Nach der durchgeführten Beweisaufnahme steht daher zu Überzeugung des Gerichts fest, dass die berufliche Tätigkeit nicht aufgrund der Hauterkrankung eingestellt wurde und die Voraussetzungen für die Feststellung einer Berufskrankheit Nummer 5101 daher nicht vorliegen.
Ein kausaler Zusammenhang zwischen den weiter von Frau Dr. … genannten dermatologischen Diagnosen - anamnestisch Hyperhidrosis palmoplantar (vermehrte Schweißneigung der Hände und Füße), diskretes folliculäres Ekzem/Decollete (Hautrötung) - und der Berufstätigkeit des Klägers ist weder nach Aktenlage erkennbar noch wurde diesbezüglich von klägerischer Seite vorgetragen. Weitere Ermittlungen von Amts wegen und weitere Ausführungen hierzu sind daher entbehrlich. Gleiches gilt für die vom Kläger geltend gemachte Polyneuropathie und eine Hörminderung. Diesbezüglich sind bei der Beklagten gesonderte Verwaltungsverfahren anhängig.
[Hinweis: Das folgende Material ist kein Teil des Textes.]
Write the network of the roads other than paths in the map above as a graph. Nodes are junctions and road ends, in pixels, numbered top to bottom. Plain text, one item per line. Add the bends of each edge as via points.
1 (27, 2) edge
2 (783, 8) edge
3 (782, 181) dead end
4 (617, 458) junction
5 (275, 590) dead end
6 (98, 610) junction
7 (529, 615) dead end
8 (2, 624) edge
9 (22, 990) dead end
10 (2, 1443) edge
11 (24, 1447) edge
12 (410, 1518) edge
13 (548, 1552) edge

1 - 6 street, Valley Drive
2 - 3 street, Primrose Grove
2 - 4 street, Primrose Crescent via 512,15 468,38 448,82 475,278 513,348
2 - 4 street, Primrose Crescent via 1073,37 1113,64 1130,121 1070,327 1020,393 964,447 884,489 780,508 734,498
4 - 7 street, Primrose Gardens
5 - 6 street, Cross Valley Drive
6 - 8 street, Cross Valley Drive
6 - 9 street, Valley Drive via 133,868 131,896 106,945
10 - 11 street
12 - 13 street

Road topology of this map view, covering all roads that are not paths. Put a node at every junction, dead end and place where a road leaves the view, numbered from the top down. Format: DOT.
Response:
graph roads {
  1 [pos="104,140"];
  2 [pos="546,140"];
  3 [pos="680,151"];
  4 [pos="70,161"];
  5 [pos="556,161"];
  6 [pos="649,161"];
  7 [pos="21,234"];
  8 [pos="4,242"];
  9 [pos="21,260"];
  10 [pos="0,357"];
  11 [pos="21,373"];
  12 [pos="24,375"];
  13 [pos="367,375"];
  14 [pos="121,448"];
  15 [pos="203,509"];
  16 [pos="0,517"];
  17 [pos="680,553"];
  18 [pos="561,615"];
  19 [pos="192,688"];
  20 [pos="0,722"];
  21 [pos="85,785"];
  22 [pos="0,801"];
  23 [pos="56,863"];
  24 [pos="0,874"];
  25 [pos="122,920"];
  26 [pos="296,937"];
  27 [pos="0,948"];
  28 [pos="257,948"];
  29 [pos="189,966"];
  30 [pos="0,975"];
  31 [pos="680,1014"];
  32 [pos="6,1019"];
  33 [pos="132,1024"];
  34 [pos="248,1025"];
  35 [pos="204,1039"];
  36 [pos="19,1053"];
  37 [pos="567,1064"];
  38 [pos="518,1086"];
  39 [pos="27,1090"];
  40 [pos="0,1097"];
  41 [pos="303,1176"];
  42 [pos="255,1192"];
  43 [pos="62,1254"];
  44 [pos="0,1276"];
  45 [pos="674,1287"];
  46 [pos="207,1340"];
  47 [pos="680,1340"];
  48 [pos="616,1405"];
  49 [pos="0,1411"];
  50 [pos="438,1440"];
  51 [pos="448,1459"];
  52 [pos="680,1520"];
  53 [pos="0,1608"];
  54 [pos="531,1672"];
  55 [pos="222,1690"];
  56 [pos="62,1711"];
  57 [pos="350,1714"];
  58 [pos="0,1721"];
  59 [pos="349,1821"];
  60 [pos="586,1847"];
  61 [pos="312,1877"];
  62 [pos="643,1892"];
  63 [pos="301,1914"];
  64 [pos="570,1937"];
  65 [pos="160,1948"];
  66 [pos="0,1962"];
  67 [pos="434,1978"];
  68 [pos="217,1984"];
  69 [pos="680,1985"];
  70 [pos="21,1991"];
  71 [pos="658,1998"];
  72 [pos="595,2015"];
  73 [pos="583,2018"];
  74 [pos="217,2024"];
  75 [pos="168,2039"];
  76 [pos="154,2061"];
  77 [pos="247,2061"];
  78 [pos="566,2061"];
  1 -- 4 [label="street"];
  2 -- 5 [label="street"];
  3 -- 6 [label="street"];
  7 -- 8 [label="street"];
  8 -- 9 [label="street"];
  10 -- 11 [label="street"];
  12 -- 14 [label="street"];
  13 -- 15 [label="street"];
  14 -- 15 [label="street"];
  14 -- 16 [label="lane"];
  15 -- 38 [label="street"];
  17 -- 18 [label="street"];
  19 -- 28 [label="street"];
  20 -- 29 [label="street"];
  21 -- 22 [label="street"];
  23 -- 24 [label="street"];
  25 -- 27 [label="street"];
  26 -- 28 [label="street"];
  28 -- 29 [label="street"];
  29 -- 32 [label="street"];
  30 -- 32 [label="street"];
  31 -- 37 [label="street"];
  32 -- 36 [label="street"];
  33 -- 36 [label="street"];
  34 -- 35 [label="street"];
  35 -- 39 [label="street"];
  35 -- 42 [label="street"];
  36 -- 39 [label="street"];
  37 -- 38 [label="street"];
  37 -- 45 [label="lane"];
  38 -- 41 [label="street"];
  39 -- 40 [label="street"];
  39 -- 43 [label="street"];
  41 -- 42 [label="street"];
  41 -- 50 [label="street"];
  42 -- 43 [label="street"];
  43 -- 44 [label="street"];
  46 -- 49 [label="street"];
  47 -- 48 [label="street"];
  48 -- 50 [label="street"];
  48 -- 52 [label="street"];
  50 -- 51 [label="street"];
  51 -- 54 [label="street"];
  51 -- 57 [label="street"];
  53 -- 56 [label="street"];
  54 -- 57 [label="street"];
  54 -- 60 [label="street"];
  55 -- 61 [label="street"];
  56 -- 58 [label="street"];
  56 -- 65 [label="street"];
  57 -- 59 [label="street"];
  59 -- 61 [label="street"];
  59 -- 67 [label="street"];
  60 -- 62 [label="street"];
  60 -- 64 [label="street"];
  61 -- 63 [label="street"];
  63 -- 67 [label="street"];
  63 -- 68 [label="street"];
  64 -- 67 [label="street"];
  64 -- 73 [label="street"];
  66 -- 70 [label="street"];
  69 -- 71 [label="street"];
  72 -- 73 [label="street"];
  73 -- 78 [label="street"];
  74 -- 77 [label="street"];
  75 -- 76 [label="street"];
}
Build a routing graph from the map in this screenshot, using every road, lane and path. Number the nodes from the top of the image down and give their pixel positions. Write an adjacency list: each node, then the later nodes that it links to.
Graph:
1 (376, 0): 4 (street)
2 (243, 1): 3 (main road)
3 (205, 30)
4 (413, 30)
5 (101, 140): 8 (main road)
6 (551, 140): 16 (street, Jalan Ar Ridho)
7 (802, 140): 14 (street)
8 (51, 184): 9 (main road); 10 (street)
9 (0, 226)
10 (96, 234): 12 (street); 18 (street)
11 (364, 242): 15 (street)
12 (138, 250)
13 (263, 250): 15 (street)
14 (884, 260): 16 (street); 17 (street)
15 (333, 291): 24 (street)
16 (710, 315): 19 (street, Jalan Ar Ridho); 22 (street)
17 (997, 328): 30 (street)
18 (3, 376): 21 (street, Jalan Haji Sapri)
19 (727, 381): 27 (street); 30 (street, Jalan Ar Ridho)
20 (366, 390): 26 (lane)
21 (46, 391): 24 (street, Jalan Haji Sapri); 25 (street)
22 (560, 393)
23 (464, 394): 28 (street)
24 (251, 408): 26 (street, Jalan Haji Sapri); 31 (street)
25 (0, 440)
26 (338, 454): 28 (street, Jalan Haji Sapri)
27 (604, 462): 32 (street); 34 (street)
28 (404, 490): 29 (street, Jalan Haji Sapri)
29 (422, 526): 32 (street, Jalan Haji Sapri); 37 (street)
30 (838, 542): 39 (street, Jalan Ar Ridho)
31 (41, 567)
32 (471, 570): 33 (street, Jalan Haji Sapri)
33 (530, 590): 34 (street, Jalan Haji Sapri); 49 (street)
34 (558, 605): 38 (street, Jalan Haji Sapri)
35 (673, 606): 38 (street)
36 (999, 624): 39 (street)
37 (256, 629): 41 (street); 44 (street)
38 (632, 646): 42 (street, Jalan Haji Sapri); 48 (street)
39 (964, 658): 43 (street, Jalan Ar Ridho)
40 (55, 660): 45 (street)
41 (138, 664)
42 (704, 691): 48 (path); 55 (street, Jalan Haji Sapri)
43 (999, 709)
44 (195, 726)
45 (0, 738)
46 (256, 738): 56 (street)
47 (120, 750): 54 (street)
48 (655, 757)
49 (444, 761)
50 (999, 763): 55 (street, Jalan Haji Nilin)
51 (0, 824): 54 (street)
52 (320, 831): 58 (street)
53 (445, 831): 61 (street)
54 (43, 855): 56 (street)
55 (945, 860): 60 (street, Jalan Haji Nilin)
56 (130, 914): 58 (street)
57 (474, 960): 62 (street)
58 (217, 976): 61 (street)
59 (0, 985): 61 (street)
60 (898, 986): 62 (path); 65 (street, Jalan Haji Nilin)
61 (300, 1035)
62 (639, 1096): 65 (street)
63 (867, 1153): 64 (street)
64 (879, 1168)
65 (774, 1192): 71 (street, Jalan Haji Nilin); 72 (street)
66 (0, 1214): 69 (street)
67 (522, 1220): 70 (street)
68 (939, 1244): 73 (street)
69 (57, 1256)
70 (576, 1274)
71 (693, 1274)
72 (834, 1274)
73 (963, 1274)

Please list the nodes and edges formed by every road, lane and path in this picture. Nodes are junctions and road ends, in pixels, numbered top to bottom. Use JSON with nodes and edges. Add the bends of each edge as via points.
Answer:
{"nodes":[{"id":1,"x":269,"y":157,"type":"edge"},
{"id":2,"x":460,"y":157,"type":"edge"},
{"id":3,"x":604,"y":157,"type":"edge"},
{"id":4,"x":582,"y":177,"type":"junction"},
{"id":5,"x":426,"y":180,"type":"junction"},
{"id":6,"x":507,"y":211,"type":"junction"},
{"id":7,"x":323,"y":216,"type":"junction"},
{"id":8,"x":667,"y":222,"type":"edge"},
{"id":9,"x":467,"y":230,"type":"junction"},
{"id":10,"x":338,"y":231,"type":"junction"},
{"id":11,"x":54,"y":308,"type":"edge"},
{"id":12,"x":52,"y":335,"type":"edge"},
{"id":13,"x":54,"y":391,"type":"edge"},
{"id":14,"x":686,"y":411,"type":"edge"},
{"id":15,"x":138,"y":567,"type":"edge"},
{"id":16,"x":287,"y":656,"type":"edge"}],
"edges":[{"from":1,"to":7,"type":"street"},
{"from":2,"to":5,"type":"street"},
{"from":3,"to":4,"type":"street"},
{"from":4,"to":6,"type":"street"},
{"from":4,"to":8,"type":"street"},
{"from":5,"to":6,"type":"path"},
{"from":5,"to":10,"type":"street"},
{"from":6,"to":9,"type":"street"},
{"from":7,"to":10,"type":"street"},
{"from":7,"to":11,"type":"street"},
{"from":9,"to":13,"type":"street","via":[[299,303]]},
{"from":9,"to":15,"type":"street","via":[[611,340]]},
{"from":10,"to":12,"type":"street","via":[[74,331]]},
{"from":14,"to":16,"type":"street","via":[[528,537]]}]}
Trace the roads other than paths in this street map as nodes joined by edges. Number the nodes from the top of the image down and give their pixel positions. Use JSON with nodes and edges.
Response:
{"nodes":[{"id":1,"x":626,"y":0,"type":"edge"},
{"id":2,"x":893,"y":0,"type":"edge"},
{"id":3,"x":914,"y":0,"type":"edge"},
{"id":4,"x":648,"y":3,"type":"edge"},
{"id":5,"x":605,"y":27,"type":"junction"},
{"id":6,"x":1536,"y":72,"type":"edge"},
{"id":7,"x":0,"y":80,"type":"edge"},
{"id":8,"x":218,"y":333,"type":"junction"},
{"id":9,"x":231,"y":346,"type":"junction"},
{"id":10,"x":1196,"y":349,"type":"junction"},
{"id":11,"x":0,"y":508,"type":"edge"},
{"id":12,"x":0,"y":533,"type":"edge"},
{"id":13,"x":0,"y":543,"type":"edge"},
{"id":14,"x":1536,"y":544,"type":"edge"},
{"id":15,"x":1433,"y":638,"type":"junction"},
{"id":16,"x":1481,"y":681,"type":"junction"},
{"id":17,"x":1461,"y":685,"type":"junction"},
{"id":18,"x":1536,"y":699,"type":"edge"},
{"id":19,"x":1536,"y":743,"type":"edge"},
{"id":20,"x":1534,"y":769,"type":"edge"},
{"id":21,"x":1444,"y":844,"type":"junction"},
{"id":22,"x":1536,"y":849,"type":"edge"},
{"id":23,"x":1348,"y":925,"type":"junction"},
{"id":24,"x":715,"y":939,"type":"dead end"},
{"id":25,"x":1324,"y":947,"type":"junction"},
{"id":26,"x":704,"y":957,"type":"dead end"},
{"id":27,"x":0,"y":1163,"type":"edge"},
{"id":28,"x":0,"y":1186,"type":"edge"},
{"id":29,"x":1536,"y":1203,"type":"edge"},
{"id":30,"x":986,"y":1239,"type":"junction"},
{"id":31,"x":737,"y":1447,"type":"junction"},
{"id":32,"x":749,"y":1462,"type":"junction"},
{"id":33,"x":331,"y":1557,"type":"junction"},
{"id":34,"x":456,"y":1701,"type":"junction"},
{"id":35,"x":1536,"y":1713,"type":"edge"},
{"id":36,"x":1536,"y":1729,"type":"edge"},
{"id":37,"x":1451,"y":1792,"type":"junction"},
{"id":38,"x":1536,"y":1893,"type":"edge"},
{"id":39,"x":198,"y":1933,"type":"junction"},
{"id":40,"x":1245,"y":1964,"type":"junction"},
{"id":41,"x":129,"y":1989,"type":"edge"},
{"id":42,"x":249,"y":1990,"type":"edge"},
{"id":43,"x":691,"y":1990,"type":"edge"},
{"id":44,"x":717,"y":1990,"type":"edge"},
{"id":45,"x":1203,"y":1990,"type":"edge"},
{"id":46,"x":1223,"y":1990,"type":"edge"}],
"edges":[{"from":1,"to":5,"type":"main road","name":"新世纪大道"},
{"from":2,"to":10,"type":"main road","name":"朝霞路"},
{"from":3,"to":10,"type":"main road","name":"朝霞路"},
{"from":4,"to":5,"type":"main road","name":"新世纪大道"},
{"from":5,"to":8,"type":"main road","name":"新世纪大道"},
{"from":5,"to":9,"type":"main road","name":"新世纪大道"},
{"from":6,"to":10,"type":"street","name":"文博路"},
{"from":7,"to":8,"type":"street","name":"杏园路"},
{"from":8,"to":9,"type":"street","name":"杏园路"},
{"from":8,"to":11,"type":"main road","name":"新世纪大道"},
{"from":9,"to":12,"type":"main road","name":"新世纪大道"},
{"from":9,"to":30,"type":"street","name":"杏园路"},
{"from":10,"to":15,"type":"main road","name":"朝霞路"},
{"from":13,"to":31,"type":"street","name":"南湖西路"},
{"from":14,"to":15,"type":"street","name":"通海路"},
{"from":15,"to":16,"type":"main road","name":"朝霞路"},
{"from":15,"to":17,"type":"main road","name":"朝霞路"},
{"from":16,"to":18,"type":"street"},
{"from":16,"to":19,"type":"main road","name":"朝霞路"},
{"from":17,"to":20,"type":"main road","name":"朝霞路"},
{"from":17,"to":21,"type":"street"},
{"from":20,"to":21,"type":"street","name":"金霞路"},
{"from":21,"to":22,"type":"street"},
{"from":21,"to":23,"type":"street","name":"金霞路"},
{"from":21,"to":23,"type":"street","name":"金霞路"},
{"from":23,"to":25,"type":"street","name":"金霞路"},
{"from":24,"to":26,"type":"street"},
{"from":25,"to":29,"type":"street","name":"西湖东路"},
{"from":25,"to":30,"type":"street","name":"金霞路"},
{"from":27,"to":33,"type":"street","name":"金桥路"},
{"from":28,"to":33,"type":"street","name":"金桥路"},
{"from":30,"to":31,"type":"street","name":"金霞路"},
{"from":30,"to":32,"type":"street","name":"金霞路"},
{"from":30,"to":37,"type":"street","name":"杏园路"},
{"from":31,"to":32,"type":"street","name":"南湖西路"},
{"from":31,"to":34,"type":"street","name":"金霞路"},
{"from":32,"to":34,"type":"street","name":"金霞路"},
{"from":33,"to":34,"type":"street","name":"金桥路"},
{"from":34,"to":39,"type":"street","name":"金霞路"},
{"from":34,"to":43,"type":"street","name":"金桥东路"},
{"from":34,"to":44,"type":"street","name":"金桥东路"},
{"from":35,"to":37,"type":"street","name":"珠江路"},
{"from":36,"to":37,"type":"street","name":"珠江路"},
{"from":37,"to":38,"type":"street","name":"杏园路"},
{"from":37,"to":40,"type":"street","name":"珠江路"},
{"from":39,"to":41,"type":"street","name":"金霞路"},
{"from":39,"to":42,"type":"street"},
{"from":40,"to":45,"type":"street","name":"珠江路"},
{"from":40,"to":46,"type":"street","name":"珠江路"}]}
Auch den in der mündlichen Verhandlung am 12.10.2017 hilfsweise gestellten Beweisanträgen war nicht zu entsprechen, da die Vernehmung der vom Kläger genannten Zeugen Herrn … und Herrn Diplom-Ingenieur … keine entscheidungsrelevanten Erkenntnisse erbringen könnten. Der Kläger hat beantragt, die Zeugen dazu zu hören, ob seitens seines Arbeitgebers anlässlich einer Arbeitsplatzbegehung am 29.07.2017 gesagt wurde, dass eine Weiterbeschäftigung am früheren Arbeitsplatz nur unter unveränderten Arbeitsbedingungen möglich wäre. Diese Tatsache kann – ohne die Anhörung von Zeugen – vom Gericht als wahr unterstellt werden, was jedoch im Ergebnis zu keiner anderen Entscheidung führt. Zum einen ist schon aufgrund der von der Deutschen Rentenversicherung bis 30.06.2020 anerkannten Erwerbsunfähigkeit eine Rückkehr des Klägers an seinen früheren Arbeitsplatz derzeit unwahrscheinlich und jedenfalls zeitlich nicht absehbar. Auch kann zum jetzigen Zeitpunkt kaum eine Prognose dazu getroffen werden, ob der Kläger nach dem 30.06.2020 wieder arbeitsfähig sein wird, ob sein Arbeitsplatz dann noch existiert und welche Arbeitsbedingungen nach einem Zeitablauf von immerhin drei Jahren dann bestehen werden. Abgesehen davon hat die Sachverständige Dr. … aus dermatologischer Sicht eine Rückkehr an den Arbeitsplatz jedenfalls nicht für unmöglich gehalten, denn sie hat diesbezüglich auf die Notwendigkeit der Wiederaufnahme eines präventiven Hautschutzplans sowie engmaschiger hautärztlicher Betreuung zur Verhinderung von Ekzemrezidiven verwiesen. Vor diesem Hintergrund ist nicht entscheidungsrelevant, ob der Arbeitgeber des Klägers am 29.07.2017 die durch Zeugenaussagen zu belegende Äußerung getätigt hat oder nicht.
Die Klage war abzuweisen.
Die Kostenentscheidung beruht auf § 193 SGG.